La seule solution physiquement acceptable pour que l’espèce humaine perdure à la surface de la Terre est qu’elle cesse de puiser dans son stock. Pour cela, il faut que nous restreignions (très fortement) nos consommations de technologies. Cela semble irréalisable, comme un immense retour en arrière : revenir quelques siècles auparavant, quelle déchéance, après tant d’aboutissements. On est allé sur la Lune, tout de même ! (ceci étant, vous remarquerez que nous n’y sommes pas retournés depuis 1972, et que nous ne nous en portons pas plus mal) Mais si on réfléchit à la société dans laquelle nous vivons, nous fait-elle rêver, vraiment ? Si nous avons des rêves d’espaces et de planètes lointaines, n’est-ce pas parce nos vies de terriens ne nous font, justement, pas rêver ? Notre société est usante : nous sommes aliénés au travail, parfois jusqu’à l’épuisement (les fameux burn-out), nous vivons dans des villes proprement invivables (bruyantes, sales, clignotantes, puantes, un enfer permanent pour nos sens ! Sans compter qu’elles sont généralement polluées et donc affectent notre santé). Nous sommes stressés, pressés, compressés, tout le temps. Avez-vous noté que les journaux et blogs en ligne indiquent désormais le temps de lecture : comme une incitation, « allez-y, lisez, lancez-vous, cela ne va vous prendre que trois minutes de votre précieux temps, vous pourrez retourner flâner ensuite sur Twitter/Facebook/Instagram (entourez les mentions utiles) ». Au cas où vous apprendriez quelque chose.
Est-ce cela, vivre ? Est-ce cela, le bonheur ? La société façonne nos rêves : nous devons impérativement gagner de l’argent (beaucoup), avoir une voiture (la plus grosse possible), aller en voyage à l’autre bout du monde voir – ou plutôt filmer avec notre smartphone HD - des trucs tellement beaux que tout le monde y va, ce qui piétine la beauté même que l’on est allé quérir. Comme ces hordes de touristes sur d’immenses paquebots qui déversent des quantités invraisemblables de gaz à effet de serre et de polluants divers et variés qui vont de visu constater la fonte du Groenland à laquelle ils contribuent de manière forcenée, ce faisant. C’est ça, vivre heureux ?
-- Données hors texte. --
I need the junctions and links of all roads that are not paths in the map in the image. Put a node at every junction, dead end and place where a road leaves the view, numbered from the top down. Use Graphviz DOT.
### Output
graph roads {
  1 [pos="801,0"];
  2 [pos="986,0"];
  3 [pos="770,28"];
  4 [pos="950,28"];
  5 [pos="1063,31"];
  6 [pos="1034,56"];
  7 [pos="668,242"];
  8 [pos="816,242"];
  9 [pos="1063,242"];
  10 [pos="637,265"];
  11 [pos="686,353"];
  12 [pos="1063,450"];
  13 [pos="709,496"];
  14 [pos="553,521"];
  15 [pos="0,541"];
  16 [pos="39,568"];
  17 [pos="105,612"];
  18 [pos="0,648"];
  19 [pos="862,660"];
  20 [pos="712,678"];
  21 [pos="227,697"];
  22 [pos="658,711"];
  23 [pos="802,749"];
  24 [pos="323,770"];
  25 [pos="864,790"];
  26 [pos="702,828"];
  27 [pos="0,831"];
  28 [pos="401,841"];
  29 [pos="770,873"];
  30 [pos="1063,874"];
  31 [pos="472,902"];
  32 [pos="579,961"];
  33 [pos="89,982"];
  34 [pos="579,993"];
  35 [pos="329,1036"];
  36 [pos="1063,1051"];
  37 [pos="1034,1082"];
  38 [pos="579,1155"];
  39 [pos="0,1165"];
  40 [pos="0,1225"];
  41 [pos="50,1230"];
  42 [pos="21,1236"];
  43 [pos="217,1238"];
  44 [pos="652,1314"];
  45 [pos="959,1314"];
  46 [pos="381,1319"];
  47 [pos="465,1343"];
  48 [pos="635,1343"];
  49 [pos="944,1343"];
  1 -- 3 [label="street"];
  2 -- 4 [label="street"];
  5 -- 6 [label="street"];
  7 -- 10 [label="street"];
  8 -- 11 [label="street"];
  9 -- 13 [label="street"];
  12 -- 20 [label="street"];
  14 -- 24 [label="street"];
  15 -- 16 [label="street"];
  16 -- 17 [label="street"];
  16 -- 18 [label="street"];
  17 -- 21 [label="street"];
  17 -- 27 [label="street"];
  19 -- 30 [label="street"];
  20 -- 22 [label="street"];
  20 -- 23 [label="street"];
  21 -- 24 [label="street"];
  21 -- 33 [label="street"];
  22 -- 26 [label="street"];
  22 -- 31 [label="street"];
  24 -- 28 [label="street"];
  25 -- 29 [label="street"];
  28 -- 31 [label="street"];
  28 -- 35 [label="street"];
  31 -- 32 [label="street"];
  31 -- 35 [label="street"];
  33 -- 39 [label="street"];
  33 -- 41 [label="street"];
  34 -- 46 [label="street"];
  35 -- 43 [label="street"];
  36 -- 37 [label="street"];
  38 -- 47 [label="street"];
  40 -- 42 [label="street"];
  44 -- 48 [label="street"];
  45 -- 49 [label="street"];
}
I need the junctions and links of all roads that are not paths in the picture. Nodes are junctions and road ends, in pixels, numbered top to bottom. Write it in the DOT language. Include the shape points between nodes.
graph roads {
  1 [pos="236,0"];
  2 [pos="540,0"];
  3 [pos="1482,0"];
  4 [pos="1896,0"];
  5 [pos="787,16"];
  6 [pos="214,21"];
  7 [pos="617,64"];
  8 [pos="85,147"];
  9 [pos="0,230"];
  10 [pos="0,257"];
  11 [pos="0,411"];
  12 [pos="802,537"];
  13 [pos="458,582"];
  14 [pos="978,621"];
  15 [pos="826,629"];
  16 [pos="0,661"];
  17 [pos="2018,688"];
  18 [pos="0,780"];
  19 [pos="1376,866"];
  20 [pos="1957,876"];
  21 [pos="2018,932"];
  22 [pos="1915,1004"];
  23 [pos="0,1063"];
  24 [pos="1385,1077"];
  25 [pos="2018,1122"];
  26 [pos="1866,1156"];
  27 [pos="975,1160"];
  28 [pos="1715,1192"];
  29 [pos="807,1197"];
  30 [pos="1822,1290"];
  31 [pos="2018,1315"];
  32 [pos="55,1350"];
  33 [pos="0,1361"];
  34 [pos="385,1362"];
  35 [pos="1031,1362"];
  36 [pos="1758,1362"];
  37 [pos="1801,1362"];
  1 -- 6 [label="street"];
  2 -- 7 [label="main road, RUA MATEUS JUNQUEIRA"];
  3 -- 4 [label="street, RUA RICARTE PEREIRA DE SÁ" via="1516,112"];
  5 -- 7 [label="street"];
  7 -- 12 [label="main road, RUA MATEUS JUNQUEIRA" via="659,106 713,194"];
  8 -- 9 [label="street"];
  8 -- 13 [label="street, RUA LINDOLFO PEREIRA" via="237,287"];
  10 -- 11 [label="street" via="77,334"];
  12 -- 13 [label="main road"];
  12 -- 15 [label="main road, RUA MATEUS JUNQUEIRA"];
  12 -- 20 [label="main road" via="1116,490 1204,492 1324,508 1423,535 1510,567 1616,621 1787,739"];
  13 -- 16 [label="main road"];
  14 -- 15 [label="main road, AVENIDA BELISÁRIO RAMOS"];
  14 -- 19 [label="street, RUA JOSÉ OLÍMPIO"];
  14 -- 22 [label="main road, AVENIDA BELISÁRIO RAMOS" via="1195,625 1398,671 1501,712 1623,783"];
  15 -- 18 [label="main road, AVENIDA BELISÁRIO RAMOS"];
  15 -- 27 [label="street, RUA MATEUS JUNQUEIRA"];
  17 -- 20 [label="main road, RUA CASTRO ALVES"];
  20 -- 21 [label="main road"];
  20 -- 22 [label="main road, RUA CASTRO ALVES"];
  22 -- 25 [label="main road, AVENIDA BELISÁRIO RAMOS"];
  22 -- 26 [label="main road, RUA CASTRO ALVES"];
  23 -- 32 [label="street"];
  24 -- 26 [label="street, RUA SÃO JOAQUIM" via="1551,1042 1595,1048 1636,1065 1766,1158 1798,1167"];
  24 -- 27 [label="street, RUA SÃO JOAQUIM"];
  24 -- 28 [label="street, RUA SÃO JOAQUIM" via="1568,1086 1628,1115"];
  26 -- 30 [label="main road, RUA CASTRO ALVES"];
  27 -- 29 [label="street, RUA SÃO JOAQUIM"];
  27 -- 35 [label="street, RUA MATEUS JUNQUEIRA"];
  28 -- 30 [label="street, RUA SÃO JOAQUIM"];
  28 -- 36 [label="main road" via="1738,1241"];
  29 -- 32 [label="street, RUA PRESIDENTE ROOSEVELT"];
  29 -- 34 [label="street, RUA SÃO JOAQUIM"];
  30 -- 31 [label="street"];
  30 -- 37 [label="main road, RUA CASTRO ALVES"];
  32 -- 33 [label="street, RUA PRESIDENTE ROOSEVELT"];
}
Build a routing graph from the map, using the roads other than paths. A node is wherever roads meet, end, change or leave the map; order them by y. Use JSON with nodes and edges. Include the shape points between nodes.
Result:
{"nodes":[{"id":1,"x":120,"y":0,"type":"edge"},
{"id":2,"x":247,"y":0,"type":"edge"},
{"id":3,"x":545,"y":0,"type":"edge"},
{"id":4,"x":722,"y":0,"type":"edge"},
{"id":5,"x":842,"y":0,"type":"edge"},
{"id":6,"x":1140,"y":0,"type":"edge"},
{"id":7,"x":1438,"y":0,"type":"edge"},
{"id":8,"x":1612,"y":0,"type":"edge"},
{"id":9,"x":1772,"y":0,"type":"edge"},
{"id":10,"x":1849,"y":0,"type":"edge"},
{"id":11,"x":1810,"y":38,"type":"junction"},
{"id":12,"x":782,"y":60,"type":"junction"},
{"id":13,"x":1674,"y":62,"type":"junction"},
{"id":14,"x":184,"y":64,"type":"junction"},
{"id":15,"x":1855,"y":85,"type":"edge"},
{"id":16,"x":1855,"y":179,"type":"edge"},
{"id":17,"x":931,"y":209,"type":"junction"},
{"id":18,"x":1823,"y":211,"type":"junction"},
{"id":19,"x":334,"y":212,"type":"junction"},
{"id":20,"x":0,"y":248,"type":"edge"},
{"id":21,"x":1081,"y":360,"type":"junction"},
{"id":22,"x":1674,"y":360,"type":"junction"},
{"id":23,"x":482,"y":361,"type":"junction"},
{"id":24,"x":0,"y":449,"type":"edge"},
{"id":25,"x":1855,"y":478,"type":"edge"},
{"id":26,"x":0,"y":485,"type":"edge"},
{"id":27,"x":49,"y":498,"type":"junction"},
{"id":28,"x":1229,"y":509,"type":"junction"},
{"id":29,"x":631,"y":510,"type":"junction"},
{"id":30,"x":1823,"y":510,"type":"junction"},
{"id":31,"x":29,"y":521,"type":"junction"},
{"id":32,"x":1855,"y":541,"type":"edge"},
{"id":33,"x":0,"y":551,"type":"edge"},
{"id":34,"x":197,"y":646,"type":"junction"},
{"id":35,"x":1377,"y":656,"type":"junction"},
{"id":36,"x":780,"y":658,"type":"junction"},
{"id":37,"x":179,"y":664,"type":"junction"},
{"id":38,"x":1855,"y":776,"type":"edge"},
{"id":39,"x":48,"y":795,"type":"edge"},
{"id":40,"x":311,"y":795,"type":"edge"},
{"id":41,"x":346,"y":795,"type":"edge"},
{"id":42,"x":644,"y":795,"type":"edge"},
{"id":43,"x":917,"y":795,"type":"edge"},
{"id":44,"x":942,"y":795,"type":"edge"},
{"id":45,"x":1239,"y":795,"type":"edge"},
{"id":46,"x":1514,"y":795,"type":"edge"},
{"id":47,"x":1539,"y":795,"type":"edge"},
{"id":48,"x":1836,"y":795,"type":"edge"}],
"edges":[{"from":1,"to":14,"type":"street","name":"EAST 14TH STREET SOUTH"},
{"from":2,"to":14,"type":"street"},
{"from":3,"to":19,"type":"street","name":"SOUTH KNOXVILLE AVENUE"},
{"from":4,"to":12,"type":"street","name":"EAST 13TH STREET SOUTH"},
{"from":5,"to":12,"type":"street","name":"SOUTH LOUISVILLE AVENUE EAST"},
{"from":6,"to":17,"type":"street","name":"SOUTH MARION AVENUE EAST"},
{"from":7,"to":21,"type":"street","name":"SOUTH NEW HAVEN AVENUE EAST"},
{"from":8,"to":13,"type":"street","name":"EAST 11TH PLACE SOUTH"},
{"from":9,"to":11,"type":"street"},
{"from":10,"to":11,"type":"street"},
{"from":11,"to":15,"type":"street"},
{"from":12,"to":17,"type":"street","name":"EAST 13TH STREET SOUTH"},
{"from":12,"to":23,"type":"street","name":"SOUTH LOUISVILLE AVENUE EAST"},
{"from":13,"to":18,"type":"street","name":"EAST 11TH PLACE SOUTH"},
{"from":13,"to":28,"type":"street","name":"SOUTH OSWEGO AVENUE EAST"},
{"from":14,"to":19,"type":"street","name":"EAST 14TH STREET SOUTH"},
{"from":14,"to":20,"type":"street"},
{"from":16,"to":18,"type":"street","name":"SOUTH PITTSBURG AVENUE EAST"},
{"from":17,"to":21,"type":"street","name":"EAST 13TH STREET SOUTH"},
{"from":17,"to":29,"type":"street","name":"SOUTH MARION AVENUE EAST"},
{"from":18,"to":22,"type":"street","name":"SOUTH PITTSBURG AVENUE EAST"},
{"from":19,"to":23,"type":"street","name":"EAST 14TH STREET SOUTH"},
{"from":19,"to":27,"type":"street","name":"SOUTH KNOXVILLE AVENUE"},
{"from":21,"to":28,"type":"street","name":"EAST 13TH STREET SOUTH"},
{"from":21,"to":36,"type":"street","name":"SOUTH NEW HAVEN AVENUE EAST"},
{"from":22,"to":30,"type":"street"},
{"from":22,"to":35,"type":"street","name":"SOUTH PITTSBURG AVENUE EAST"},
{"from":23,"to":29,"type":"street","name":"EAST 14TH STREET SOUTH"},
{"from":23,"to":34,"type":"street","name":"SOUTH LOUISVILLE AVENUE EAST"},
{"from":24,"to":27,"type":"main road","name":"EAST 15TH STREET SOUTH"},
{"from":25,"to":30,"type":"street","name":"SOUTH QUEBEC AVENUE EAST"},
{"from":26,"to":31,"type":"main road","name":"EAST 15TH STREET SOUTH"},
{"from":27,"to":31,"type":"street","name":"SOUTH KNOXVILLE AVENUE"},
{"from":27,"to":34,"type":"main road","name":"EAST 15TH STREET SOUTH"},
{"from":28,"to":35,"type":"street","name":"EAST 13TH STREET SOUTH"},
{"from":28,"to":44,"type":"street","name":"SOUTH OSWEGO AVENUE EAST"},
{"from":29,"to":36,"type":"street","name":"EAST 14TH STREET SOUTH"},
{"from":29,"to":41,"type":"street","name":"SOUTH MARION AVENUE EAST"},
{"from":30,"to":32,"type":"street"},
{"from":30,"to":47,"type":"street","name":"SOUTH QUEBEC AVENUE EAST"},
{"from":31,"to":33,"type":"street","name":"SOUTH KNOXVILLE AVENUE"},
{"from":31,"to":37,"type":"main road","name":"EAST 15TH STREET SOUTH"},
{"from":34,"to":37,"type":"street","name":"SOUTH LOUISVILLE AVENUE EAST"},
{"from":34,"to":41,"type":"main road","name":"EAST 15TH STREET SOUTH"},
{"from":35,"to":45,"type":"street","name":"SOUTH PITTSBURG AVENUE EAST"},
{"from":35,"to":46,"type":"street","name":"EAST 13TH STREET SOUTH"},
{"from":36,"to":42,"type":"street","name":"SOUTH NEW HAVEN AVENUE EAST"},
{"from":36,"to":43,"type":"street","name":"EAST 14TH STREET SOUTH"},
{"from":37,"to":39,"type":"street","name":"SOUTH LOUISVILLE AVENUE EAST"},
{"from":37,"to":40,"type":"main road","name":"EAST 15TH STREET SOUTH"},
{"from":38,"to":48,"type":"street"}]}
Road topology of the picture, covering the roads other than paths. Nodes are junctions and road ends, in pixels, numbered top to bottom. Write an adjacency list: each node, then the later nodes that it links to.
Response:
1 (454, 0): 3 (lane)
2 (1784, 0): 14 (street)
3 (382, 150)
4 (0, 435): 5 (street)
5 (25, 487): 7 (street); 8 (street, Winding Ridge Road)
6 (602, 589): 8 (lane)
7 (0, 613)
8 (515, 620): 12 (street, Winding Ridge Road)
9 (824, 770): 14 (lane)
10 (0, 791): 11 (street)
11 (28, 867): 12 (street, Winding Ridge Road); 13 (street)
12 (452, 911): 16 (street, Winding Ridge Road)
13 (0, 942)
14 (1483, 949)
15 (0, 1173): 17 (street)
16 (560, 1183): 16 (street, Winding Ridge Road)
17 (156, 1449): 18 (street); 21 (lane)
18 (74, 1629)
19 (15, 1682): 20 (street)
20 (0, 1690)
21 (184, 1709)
Ou bien avoir le plaisir de voir des fauteuils se ranger seuls en claquant dans les mains.
Avec la 5G, on n’arrête pas le progrès. Les objets connectés vont nous sauver. Il est clair qu’avoir une vue permanente sur le contenu de notre poubelle (connectée, donc) via notre « smart » phone nous manque tellement, qu’on se demande comment on fait alors qu’on ne l’a pas encore. Vivement qu’elle soit là, la 5G tant attendue ! Mais est-ce vraiment ce monde-là qui nous fait rêver ? Probablement, mais nos rêves sont alors complètement circonscrits au moule de la société. On en « rêve » parce que la société veut que nous en rêvions. Peut-être pourrions-nous néanmoins nous poser quelques minutes dans notre frénésie quotidienne pour réfléchir et nous questionner sur ce monde-là qui ne serait pas en train de creuser notre tombe ? Une alternative est peut-être envisageable, non ?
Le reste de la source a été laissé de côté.